*Task directions*. Identify each line below that contains the word "letter", and copy it out.

** Material for the task follows **

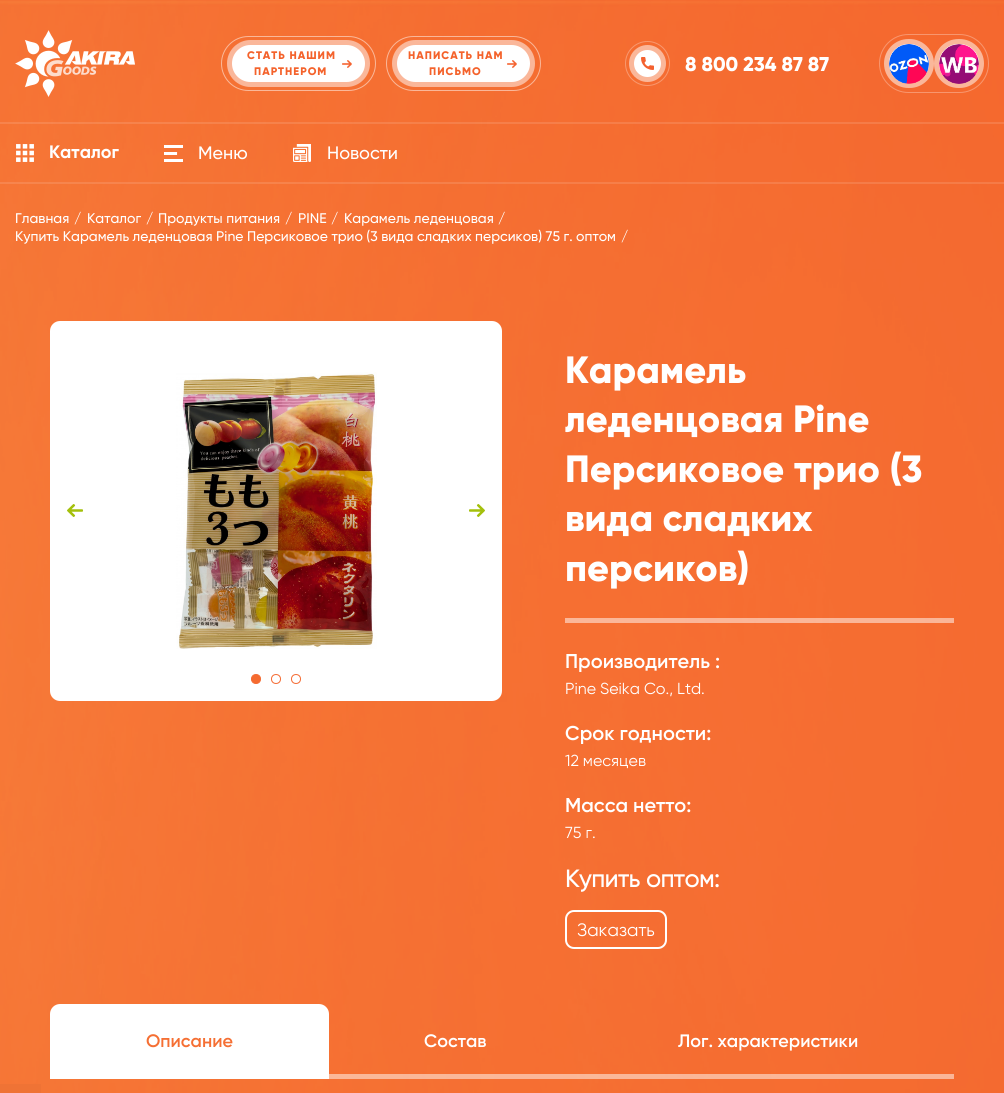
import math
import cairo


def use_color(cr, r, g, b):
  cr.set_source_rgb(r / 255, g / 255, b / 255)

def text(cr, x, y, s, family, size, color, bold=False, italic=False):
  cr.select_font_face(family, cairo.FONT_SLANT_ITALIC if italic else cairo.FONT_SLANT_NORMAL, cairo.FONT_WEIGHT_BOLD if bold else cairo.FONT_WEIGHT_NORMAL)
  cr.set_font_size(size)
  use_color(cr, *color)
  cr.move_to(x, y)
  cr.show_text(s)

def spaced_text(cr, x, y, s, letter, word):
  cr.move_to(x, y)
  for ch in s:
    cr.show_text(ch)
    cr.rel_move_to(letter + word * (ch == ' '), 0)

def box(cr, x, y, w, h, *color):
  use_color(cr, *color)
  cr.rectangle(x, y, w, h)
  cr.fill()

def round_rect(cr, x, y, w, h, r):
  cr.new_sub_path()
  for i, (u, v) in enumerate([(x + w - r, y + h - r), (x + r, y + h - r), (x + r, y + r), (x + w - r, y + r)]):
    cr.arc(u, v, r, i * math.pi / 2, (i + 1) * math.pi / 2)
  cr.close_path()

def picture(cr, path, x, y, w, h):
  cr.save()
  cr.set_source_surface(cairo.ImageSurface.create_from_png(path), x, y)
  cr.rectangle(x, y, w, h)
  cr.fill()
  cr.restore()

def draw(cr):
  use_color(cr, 240, 60, 23)
  cr.paint()
  picture(cr, "img_01.png", 0, 0, 1004, 1093)
  cr.set_source_rgba(1, 1, 1, 0.12)
  cr.rectangle(0, 182, 1004, 2)
  cr.fill()
  picture(cr, "img_02.png", 15, 30, 120, 67)
  round_rect(cr, 221.5, 36.5, 154, 54, 27)
  cr.set_source_rgba(1, 1, 1, 0.5)
  cr.set_line_width(1)
  cr.stroke()
  use_color(cr, 255, 255, 255)
  round_rect(cr, 229.5, 42.5, 138, 42, 21)
  cr.fill_preserve()
  use_color(cr, 250, 183, 154)
  cr.set_line_width(5)
  cr.stroke()
  picture(cr, "img_03.png", 342, 60, 10, 8)
  round_rect(cr, 386.5, 36.5, 154, 54, 27)
  cr.set_source_rgba(1, 1, 1, 0.5)
  cr.set_line_width(1)
  cr.stroke()
  use_color(cr, 255, 255, 255)
  round_rect(cr, 394.5, 42.5, 138, 42, 21)
  cr.fill_preserve()
  use_color(cr, 250, 183, 154)
  cr.set_line_width(5)
  cr.stroke()
  picture(cr, "img_03.png", 507, 60, 10, 8)
  cr.arc(647.5, 63.5, 22, 0, 2 * math.pi)
  cr.set_source_rgba(1, 1, 1, 0.3)
  cr.set_line_width(1)
  cr.stroke()
  use_color(cr, 255, 255, 255)
  cr.arc(647.5, 63.5, 16, 0, 2 * math.pi)
  cr.fill_preserve()
  use_color(cr, 250, 183, 154)
  cr.set_line_width(5)
  cr.stroke()
  picture(cr, "img_04.png", 641, 57, 13, 13)
  round_rect(cr, 879.5, 34.5, 109, 58, 29)
  use_color(cr, 248, 150, 110)
  cr.set_line_width(1)
  cr.stroke()
  use_color(cr, 255, 255, 255)
  round_rect(cr, 886.5, 41.5, 45, 44, 22)
  cr.fill_preserve()
  use_color(cr, 250, 183, 154)
  cr.set_line_width(5)
  cr.stroke()
  picture(cr, "img_05.png", 889, 44, 40, 40)
  use_color(cr, 255, 255, 255)
  round_rect(cr, 936.5, 41.5, 45, 44, 22)
  cr.fill_preserve()
  use_color(cr, 250, 183, 154)
  cr.stroke()
  picture(cr, "img_06.png", 939, 44, 40, 40)
  cr.set_source_rgba(1, 1, 1, 0.12)
  cr.rectangle(0, 122, 1004, 2)
  cr.fill()
  picture(cr, "img_07.png", 16, 144, 18, 18)
  picture(cr, "img_08.png", 164, 145, 19, 17)
  picture(cr, "img_09.png", 293, 144, 18, 18)
  use_color(cr, 255, 255, 255)
  round_rect(cr, 50, 321, 452, 380, 10)
  cr.fill()
  picture(cr, "img_10.png", 67, 504, 16, 13)
  picture(cr, "img_11.png", 176, 372, 201, 277)
  picture(cr, "img_12.png", 469, 504, 16, 13)
  use_color(cr, 245, 107, 48)
  cr.arc(256, 679, 4.5, 0, 2 * math.pi)
  cr.fill_preserve()
  use_color(cr, 244, 105, 48)
  cr.set_line_width(1)
  cr.stroke()
  cr.arc(276, 679, 4.5, 0, 2 * math.pi)
  cr.stroke()
  cr.arc(296, 679, 4.5, 0, 2 * math.pi)
  cr.stroke()
  cr.set_source_rgba(1, 1, 1, 0.5)
  cr.rectangle(565, 618, 389, 5)
  cr.fill()
  round_rect(cr, 566, 911, 100, 37, 8)
  use_color(cr, 255, 255, 255)
  cr.set_line_width(2)
  cr.stroke()
  cr.set_source_rgba(1, 1, 1, 0.5)
  cr.rectangle(329, 1074, 625, 5)
  cr.fill()
  use_color(cr, 255, 255, 255)
  cr.new_path()
  cr.move_to(60, 1004)
  cr.line_to(319, 1004)
  cr.curve_to(324.5, 1004, 329, 1008.5, 329, 1014)
  cr.line_to(329, 1079)
  cr.line_to(50, 1079)
  cr.line_to(50, 1014)
  cr.curve_to(50, 1008.5, 54.5, 1004, 60, 1004)
  cr.close_path()
  cr.fill()
  box(cr, 0, 1084, 41, 9, 239, 115, 53)
  cr.select_font_face("Gilroy ExtraBold")
  cr.set_font_size(11)
  use_color(cr, 244, 98, 43)
  spaced_text(cr, 247, 59, "СТАТЬ НАШИМ", 1, 0)
  spaced_text(cr, 254, 75, "ПАРТНЕРОМ", 1, 0)
  spaced_text(cr, 408, 59, "НАПИСАТЬ НАМ", 1, 0)
  spaced_text(cr, 429, 75, "ПИСЬМО", 1, 0)
  text(cr, 685, 71, "8 800 234 87 87", "Gilroy ExtraBold", 20, (255, 255, 255))
  text(cr, 49, 158, "Каталог", "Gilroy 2", 18, (255, 255, 255), bold=True)
  text(cr, 198, 159, "Меню", "Gilroy Medium", 18, (255, 255, 255))
  text(cr, 327, 159, "Новости", "Gilroy Medium", 18, (255, 255, 255))
  text(cr, 15, 223, "Главная", "Gilroy Medium", 14, (255, 255, 255))
  text(cr, 74, 223, "/", "Gilroy Medium", 14, (255, 255, 255))
  text(cr, 87, 223, "Каталог", "Gilroy Medium", 14, (255, 255, 255))
  text(cr, 146, 223, "/", "Gilroy Medium", 14, (255, 255, 255))
  text(cr, 158, 223, "Продукты питания", "Gilroy Medium", 14, (255, 255, 255))
  text(cr, 285, 223, "/", "Gilroy Medium", 14, (255, 255, 255))
  text(cr, 298, 223, "PINE", "Gilroy Medium", 14, (255, 255, 255))
  text(cr, 331, 223, "/", "Gilroy Medium", 14, (255, 255, 255))
  text(cr, 344, 223, "Карамель леденцовая", "Gilroy Medium", 14, (255, 255, 255))
  text(cr, 498, 223, "/", "Gilroy Medium", 14, (255, 255, 255))
  text(cr, 15, 241, "Купить Карамель леденцовая Pine Перcиковое трио (3 вида сладких персиков) 75 г. оптом", "Gilroy Medium", 14, (255, 255, 255))
  text(cr, 621, 241, "/", "Gilroy Medium", 14, (255, 255, 255))
  text(cr, 565, 383, "Карамель", "Gilroy ExtraBold", 38, (255, 255, 255))
  text(cr, 565, 432, "леденцовая Pine", "Gilroy ExtraBold", 38, (255, 255, 255))
  text(cr, 565, 482, "Перcиковое трио (3", "Gilroy ExtraBold", 38, (255, 255, 255))
  text(cr, 565, 531, "вида сладких", "Gilroy ExtraBold", 38, (255, 255, 255))
  text(cr, 565, 581, "персиков)", "Gilroy ExtraBold", 38, (255, 255, 255))
  text(cr, 565, 668, "Производитель :", "Gilroy SemiBold", 20, (255, 255, 255))
  text(cr, 565, 694, "Pine Seika Co., Ltd.", "Gilroy", 16, (255, 255, 255))
  text(cr, 565, 740, "Срок годности:", "Gilroy SemiBold", 20, (255, 255, 255))
  text(cr, 565, 766, "12 месяцев", "Gilroy", 16, (255, 255, 255))
  text(cr, 565, 812, "Масса нетто:", "Gilroy SemiBold", 20, (255, 255, 255))
  text(cr, 565, 838, "75 г.", "Gilroy", 16, (255, 255, 255))
  text(cr, 565, 887, "Купить оптом:", "Gilroy", 24, (255, 255, 255), bold=True)
  text(cr, 577, 936, "Заказать", "Gilroy", 18, (255, 255, 255))
  text(cr, 146, 1047, "Описание", "Gilroy SemiBold", 18, (245, 111, 51))
  text(cr, 424, 1047, "Состав", "Gilroy SemiBold", 18, (255, 255, 255))
  text(cr, 678, 1047, "Лог. характеристики", "Gilroy SemiBold", 18, (255, 255, 255))


surface = cairo.ImageSurface(cairo.FORMAT_RGB24, 1004, 1093)
cr = cairo.Context(surface)
options = cairo.FontOptions()
options.set_hint_metrics(cairo.HINT_METRICS_OFF)
options.set_hint_style(cairo.HINT_STYLE_NONE)
cr.set_font_options(options)
cr.set_miter_limit(4)
draw(cr)
surface.write_to_png("out.png")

** End of Material for the task **

*Answer for the task*.
def spaced_text(cr, x, y, s, letter, word):
    cr.rel_move_to(letter + word * (ch == ' '), 0)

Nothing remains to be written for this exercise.